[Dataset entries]
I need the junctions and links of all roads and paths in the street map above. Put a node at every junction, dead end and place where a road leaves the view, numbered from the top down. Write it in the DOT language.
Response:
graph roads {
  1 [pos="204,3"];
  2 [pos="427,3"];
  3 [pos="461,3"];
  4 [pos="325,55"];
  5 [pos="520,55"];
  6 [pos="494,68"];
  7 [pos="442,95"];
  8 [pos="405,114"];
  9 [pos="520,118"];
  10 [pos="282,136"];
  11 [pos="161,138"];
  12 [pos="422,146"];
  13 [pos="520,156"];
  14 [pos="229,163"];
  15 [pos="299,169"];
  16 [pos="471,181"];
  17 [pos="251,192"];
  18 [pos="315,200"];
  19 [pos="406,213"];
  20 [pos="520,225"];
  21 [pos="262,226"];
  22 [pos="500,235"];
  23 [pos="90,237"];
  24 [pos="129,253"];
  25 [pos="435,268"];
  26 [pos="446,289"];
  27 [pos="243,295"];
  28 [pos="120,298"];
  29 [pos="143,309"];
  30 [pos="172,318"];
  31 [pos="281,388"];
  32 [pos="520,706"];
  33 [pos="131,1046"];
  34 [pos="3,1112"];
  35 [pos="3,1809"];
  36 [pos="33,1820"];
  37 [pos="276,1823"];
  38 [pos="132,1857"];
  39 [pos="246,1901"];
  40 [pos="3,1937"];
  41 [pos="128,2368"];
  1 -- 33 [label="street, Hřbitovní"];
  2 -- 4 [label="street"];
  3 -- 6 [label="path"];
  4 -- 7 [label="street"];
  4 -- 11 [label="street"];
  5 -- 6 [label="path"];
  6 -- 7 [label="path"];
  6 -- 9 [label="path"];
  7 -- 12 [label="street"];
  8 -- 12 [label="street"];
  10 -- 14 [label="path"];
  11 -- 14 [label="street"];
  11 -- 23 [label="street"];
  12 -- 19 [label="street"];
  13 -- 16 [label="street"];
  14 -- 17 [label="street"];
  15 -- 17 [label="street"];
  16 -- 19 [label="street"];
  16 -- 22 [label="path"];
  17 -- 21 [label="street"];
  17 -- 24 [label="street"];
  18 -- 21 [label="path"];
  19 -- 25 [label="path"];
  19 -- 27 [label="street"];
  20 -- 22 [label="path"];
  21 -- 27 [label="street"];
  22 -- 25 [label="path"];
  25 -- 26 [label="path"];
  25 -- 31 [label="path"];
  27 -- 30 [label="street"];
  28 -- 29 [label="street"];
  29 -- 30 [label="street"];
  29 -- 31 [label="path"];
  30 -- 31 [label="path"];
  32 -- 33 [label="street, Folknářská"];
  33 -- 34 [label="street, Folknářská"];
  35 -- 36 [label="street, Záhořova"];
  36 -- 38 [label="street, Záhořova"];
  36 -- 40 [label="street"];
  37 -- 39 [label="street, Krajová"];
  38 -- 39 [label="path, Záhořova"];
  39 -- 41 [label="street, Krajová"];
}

TASK TO COMPLETE
For the string "Folknářská", give the number of lines in the entries that contain it, with no other words.

ANSWER SPACE
2